*PROBLEM TO WORK ON*:
Identify, in the records below, every line where the string "Jeanne" appears, and copy each such line.

Stored data entries
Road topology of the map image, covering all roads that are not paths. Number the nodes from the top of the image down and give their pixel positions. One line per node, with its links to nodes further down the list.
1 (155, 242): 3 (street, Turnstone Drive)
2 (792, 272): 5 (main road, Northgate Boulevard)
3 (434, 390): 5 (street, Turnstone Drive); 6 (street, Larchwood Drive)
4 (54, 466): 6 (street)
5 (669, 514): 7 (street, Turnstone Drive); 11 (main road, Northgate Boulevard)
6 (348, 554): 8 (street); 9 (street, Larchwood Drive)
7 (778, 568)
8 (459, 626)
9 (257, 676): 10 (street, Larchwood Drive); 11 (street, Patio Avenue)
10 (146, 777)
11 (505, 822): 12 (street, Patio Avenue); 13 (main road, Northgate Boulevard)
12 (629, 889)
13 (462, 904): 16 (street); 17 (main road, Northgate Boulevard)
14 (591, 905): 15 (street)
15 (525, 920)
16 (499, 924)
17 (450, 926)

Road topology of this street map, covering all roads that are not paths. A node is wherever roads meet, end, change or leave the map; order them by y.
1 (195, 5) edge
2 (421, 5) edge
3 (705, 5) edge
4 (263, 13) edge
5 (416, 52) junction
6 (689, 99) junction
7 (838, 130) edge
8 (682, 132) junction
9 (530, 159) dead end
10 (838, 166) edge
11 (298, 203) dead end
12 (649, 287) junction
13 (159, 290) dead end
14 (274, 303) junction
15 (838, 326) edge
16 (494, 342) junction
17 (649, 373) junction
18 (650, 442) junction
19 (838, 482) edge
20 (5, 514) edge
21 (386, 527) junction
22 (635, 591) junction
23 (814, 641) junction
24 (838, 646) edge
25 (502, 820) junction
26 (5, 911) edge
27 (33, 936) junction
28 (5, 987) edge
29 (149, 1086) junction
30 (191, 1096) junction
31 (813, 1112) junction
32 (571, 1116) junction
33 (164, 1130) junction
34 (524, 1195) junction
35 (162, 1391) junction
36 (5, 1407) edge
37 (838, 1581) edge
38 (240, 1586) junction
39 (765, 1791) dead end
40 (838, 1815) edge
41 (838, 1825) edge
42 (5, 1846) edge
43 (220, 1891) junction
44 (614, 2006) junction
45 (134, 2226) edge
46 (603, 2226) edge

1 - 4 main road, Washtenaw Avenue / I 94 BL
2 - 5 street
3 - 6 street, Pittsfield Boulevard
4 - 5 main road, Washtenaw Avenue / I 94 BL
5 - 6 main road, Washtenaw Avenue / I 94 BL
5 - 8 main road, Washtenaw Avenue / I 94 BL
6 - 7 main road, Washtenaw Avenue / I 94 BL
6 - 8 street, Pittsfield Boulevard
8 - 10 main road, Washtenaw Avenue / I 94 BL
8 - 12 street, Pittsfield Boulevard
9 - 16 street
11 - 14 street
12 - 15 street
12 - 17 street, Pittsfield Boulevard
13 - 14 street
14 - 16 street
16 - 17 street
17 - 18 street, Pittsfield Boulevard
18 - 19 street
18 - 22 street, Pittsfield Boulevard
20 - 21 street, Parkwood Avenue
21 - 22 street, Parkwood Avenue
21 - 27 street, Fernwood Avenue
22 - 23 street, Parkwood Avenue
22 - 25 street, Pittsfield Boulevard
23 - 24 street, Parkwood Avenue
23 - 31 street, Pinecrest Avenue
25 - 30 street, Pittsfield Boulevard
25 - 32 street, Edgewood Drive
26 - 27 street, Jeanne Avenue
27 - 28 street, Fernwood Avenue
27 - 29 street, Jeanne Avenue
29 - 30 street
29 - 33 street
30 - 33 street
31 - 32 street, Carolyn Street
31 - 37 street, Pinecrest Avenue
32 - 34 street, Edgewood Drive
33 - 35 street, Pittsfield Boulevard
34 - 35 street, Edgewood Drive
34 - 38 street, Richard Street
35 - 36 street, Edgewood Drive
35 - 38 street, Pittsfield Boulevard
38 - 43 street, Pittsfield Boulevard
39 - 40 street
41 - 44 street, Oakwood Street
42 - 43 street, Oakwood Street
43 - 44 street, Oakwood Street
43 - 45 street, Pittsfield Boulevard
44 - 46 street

*ANSWER TO THIS PROBLEM*:
26 - 27 street, Jeanne Avenue
27 - 29 street, Jeanne Avenue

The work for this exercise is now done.